From legs to more intimate bits, we all desire smooth, silky skin without having to constantly pluck, wax or shave
It’s quite a job keeping up with all the girly activities required to ensure optimal and year-round gorgeousness. While a woman’s head hair is her crowning glory, all the rest of the hair on her body is simply in the way. Waxing is great because it lasts for a long time, but the weeks just before you can have next wax, when you can’t reveal your prickly legs at all, are nightmarish. Laser hair removal sounds like a great option for long-lasting hairlessness. But is it all it’s cracked up to be?

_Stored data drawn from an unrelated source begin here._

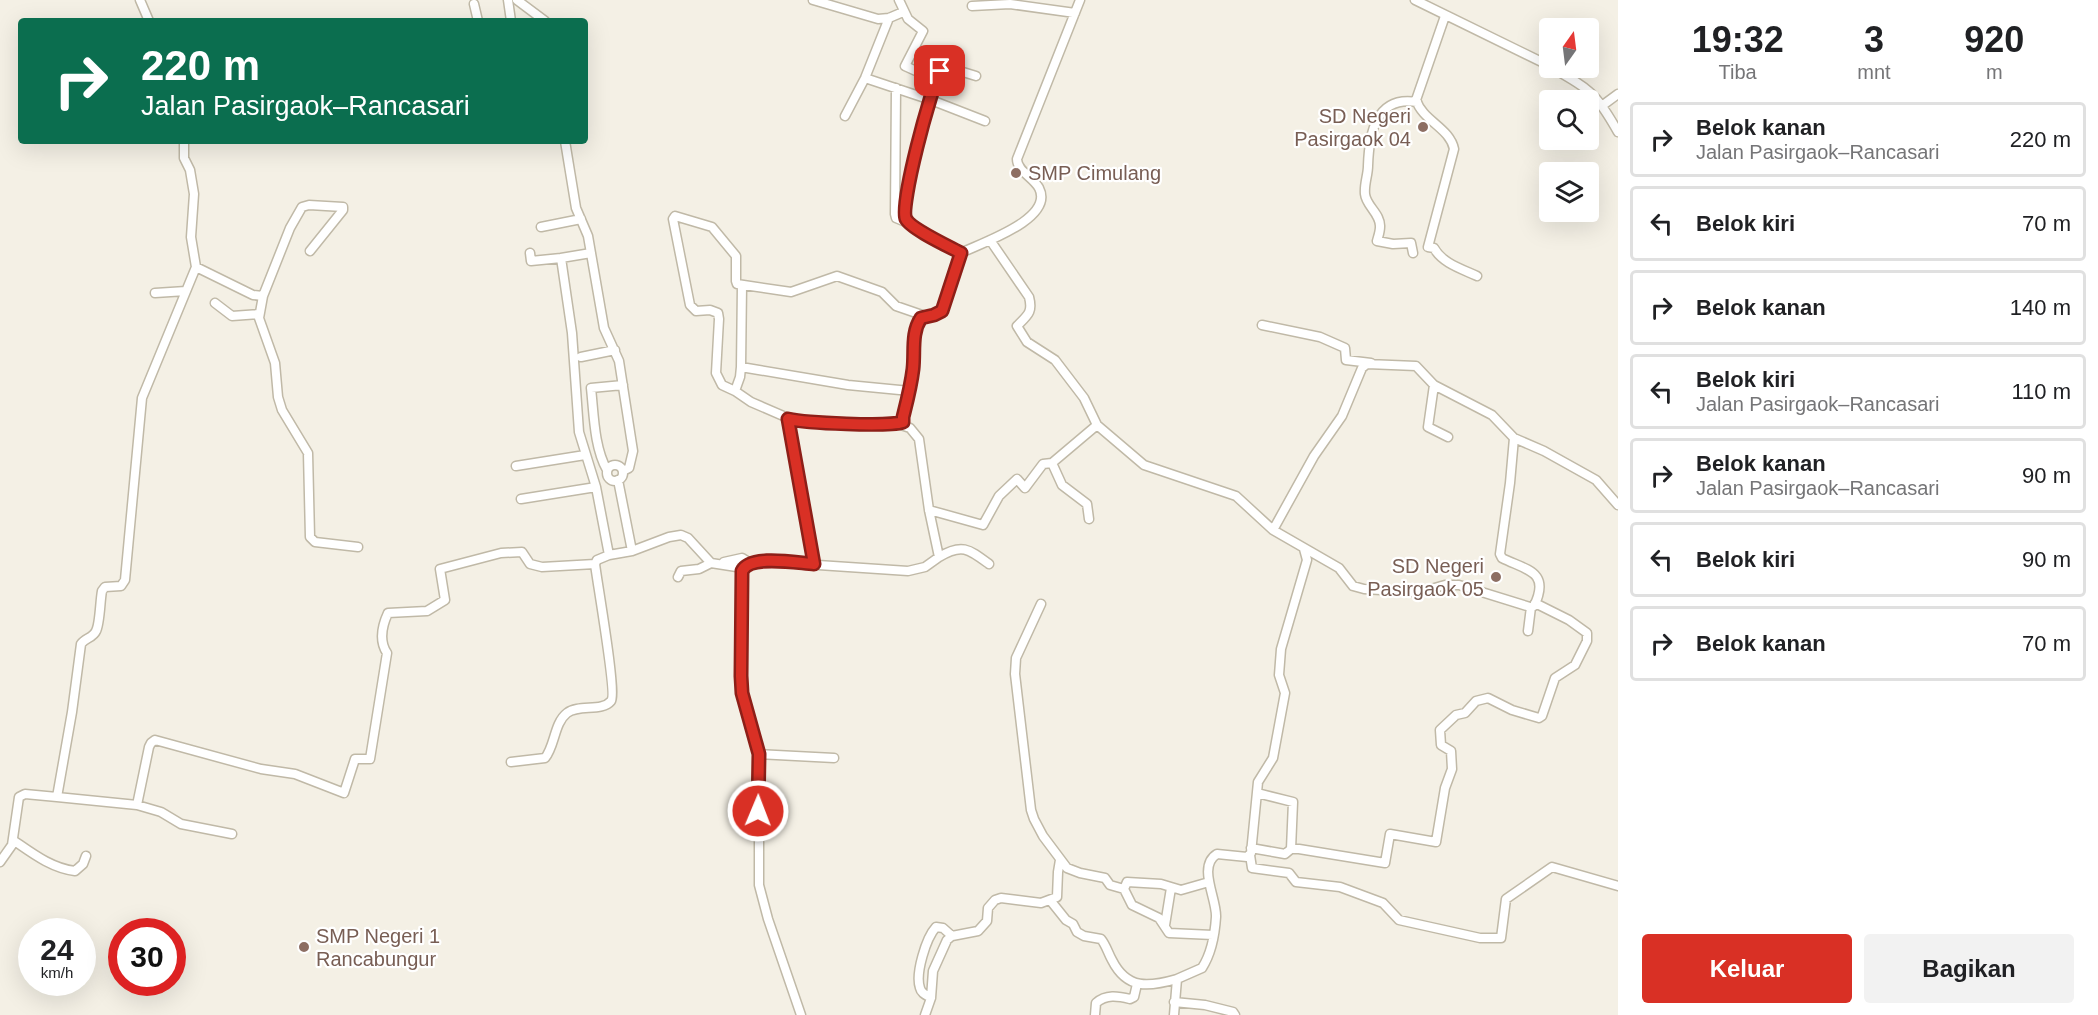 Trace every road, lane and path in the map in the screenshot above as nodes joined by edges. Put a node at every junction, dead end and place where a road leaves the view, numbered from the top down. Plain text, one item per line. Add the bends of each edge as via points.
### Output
1 (140, 0) edge
2 (508, 0) edge
3 (517, 0) edge
4 (813, 0) edge
5 (899, 0) edge
6 (1080, 0) edge
7 (1415, 0) edge
8 (474, 4) dead end
9 (972, 6) dead end
10 (903, 12) junction
11 (1075, 13) junction
12 (1445, 16) junction
13 (148, 18) edge
14 (477, 18) edge
15 (511, 18) edge
16 (541, 18) edge
17 (889, 18) junction
18 (1539, 61) edge
19 (976, 76) dead end
20 (865, 78) junction
21 (1569, 78) edge
22 (936, 80) junction
23 (896, 88) junction
24 (1618, 94) edge
25 (931, 100) junction
26 (1417, 102) junction
27 (1603, 105) junction
28 (845, 116) dead end
29 (985, 121) dead end
30 (1618, 132) edge
31 (184, 144) edge
32 (565, 144) edge
33 (581, 219) junction
34 (908, 223) junction
35 (541, 226) dead end
36 (990, 240) junction
37 (310, 251) dead end
38 (530, 253) dead end
39 (591, 253) junction
40 (961, 253) junction
41 (1413, 253) dead end
42 (561, 258) junction
43 (196, 267) junction
44 (1477, 276) dead end
45 (742, 285) junction
46 (186, 291) junction
47 (155, 293) dead end
48 (263, 296) junction
49 (215, 303) dead end
50 (259, 314) junction
51 (925, 316) junction
52 (1262, 325) dead end
53 (615, 350) junction
54 (581, 357) dead end
55 (1374, 363) junction
56 (741, 367) junction
57 (623, 385) junction
58 (1434, 385) junction
59 (735, 391) junction
60 (910, 391) junction
61 (788, 419) junction
62 (898, 424) junction
63 (1097, 425) junction
64 (1448, 437) dead end
65 (1514, 438) junction
66 (585, 455) junction
67 (1052, 463) junction
68 (516, 466) dead end
69 (607, 470) junction
70 (623, 471) junction
71 (618, 480) junction
72 (596, 487) junction
73 (521, 499) dead end
74 (1618, 505) edge
75 (929, 510) junction
76 (1089, 519) dead end
77 (1273, 530) junction
78 (358, 547) dead end
79 (1304, 549) junction
80 (632, 551) junction
81 (609, 555) junction
82 (939, 556) junction
83 (715, 563) junction
84 (595, 564) junction
85 (814, 564) junction
86 (989, 564) dead end
87 (747, 565) junction
88 (678, 577) dead end
89 (1041, 604) dead end
90 (1533, 605) junction
91 (1528, 632) dead end
92 (759, 754) junction
93 (834, 758) dead end
94 (510, 762) dead end
95 (1257, 793) junction
96 (57, 797) junction
97 (137, 805) junction
98 (232, 834) dead end
99 (13, 840) junction
100 (1291, 849) junction
101 (1250, 851) junction
102 (86, 856) dead end
103 (1060, 860) junction
104 (0, 862) edge
105 (1209, 882) junction
106 (1618, 886) edge
107 (1171, 888) junction
108 (1124, 889) junction
109 (1050, 900) junction
110 (1165, 925) junction
111 (1213, 935) junction
112 (952, 936) junction
113 (1177, 979) junction
114 (1137, 984) junction
115 (931, 998) junction
116 (1174, 1002) junction
117 (801, 1015) edge
118 (925, 1015) edge
119 (1095, 1015) edge
120 (1174, 1015) edge
121 (1235, 1015) edge

1 - 13 street
2 - 15 street
3 - 16 street
4 - 17 street via 872,18
5 - 10 street
6 - 11 street
7 - 12 street
8 - 14 street
9 - 11 street via 1010,4
10 - 17 street
10 - 22 street via 923,31 905,66
11 - 36 street via 1017,159 1040,189 1041,203 1034,214
12 - 18 street
12 - 26 street
17 - 20 street
19 - 22 street via 947,67
20 - 23 street
20 - 28 street
21 - 27 street via 1591,91
22 - 25 street
23 - 25 street
23 - 34 street via 895,214
24 - 27 street
25 - 29 street
25 - 34 street via 909,181 904,212
26 - 41 street via 1400,102 1381,112 1368,151 1364,185 1365,197 1379,221 1377,241 1411,243
26 - 44 street via 1454,149 1428,247
27 - 30 street
31 - 43 street via 194,194 191,237
32 - 33 street
33 - 35 street
33 - 39 street
34 - 40 street
36 - 40 street
36 - 63 street via 1032,306 1017,326 1027,342 1055,360 1084,398
37 - 48 street via 343,207 302,207
38 - 42 street via 531,261
39 - 42 street
39 - 53 street via 604,328
40 - 51 street via 942,311
42 - 66 street via 572,333 579,432
43 - 46 street
43 - 48 street via 253,295
45 - 51 street via 791,292 837,276 882,292 896,306
45 - 56 street
45 - 59 street via 736,282 736,255 713,228 674,217 690,305 696,311 718,313 716,373 722,385
46 - 47 street
46 - 96 street via 144,390 125,580 121,586 105,587 102,591 97,630 81,644
48 - 50 street
49 - 50 street via 232,316
50 - 78 street via 275,363 282,410 308,450 310,537 315,542
51 - 60 street via 915,334
52 - 55 street via 1320,337 1345,348 1346,360
53 - 54 street
53 - 57 street
55 - 58 street via 1415,366
55 - 77 street via 1362,368 1342,416 1314,456
56 - 59 street
56 - 60 street
57 - 69 street via 591,388 599,447
57 - 70 street via 633,451 629,468
58 - 64 street via 1428,427
58 - 65 street via 1492,415
59 - 61 street
60 - 62 street via 903,422
61 - 62 street
61 - 85 street
62 - 75 street via 910,428 919,439
63 - 67 street
63 - 77 street via 1144,465 1233,494
65 - 74 street via 1596,480
65 - 90 street via 1500,554 1536,574 1539,584
66 - 68 street
66 - 72 street
67 - 75 street via 1043,464 1025,488 1017,479 999,496 983,525
67 - 76 street via 1062,485 1087,504
69 - 70 street via 615,465
69 - 71 street via 610,479
70 - 71 street
71 - 80 street
72 - 73 street
72 - 81 street
75 - 82 street
77 - 79 street
79 - 90 street via 1345,573 1358,588 1418,592 1459,585
79 - 95 street via 1307,560 1281,649 1279,675 1285,691 1282,712 1273,758 1259,779
80 - 81 street
80 - 83 street via 681,535
81 - 84 street
82 - 85 street via 925,567 908,571
82 - 86 street via 963,548
83 - 87 street
83 - 88 street via 680,571
84 - 94 street via 613,699 566,714 545,758
84 - 97 street via 542,567 530,564 522,552 501,553 440,569 445,600 427,611 388,614 382,626 387,653 370,759 354,759 344,793 295,774 261,769 155,740 149,747
85 - 87 street via 758,561
87 - 92 street via 742,693
89 - 103 street via 1016,658 1016,681 1031,810
90 - 91 street
90 - 100 street via 1579,625 1587,633 1587,641 1575,665 1555,678 1539,718 1488,698 1476,701 1440,730 1441,745 1452,751 1452,769 1436,842 1390,834 1385,863
92 - 93 street
92 - 117 street via 759,885
95 - 100 street via 1293,802
95 - 101 street
96 - 97 street
96 - 99 street via 19,797
97 - 98 street via 161,812 181,824
99 - 102 street via 66,870 75,871
99 - 104 street
100 - 101 street via 1285,854
101 - 105 street via 1246,857 1215,855 1208,871
101 - 106 street via 1252,868 1289,873 1296,882 1340,887 1383,903 1399,920 1480,938 1501,938 1506,899 1552,867
103 - 108 street via 1071,870 1105,878 1110,885
103 - 109 street via 1057,897
105 - 107 street via 1181,890
105 - 111 street via 1216,915
107 - 108 street via 1127,882
107 - 110 street
108 - 110 street via 1132,905
109 - 112 street via 995,900 988,908 987,921 978,931
109 - 114 street via 1077,932 1101,939 1118,970
110 - 111 street via 1173,934
111 - 113 street via 1203,966
112 - 115 street via 942,946 933,971
112 - 115 street via 936,927 927,942 919,985
113 - 114 street via 1152,986
113 - 116 street
114 - 119 street via 1130,999 1100,999
115 - 118 street
116 - 120 street
116 - 121 street via 1214,1007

The laser uses thee pigment in your hair as a guide towards the targeted hair follicle so it can wreak its destructive power on the troublesome growth spot. A longer than usual laser pulse is needed in this procedure because there’s a slight defection from the actual hair to the follicle – this is also why it’s so necessary to go to an experienced person for successful permanent hair removal results (although home kits are available for the brave at heart). If the follicle isn’t adequately targeted, then hair removal will only be temporary. The intense heat from the laser damages the hair follicle, which reduces its ability to grow hair.
New technology has ensured that what was an obstacle is no longer. In the past, light or grey hair, and people with dark skin and dark hair weren’t always able to undergo successful laser treatment, because laser works by targeting the pigment in your hair – making dark his on light skin the best possible scenario.
Not For Everyone
Although there’s no real evidence that it’s unsafe for pregnant women, laser therapists are advised against doing the procedure on expectant moms.
If you’ve recently waxed or had any other hair removal treatment, you’ll need to wait a while for your hair follicles to recover so they can be adequately targeted again. Shaving doesn’t affect the follicle, so you can certainly do that before a session (even the day before).
Moles are best avoided during laser therapy as laser effects their colouration and could lead to a potentially life-threatening diagnosis being missed (the specific colouring of moles is important to initial diagnosis of melanomas). If you do have moles or other growths, these should be covered up before treatment begins to avoid him being affected in any way.
What To Expect
Once again, new technology has rendered laser therapy almost pain-free. If you’re a little nervous, though, you may be offered a topical anaesthetic to help ease the pain. The procedure does take a while, especially if a large area is being targeted (such as a man’s hairy chest). The most common side effects are swelling, discomfort and redness that last one to three days. Additionally, areas of darkened or lightened skin can appear, as well as blistering, bacterial infections or herpes simplex outbreaks.
Any area of your body can be treated with laser hair removal – from legs and underarms to public area and your back. However, you’ll not find a therapist who will agree to thin out your eyebrows because your eye’s retina can be badly damaged by a laser and it’s just too risky to work in such close proximity to your eyes.
Areas where you skin is thinner usually respond better to laser treatment (your underarms as opposed to your chin). Don’t expect an overnight change – approximately 10-25% reduction in hair growth can be expected after your first treatment, so be aware that follow-up treatments will be needed, every four to eight weeks. The hair that does regrow tends to be thinner and lighter. It’s essential to avoid exposure to the sun after treatment, and always ensure you wear an effective sunscreen.
If you’re tired of the pluck, tweeze, shave and wax routine, give laser hair removal a try – but remember to be patient and follow all the safety rules (such as staying out of the sun for a while) to ensure maximum efficacy and minimal side effects.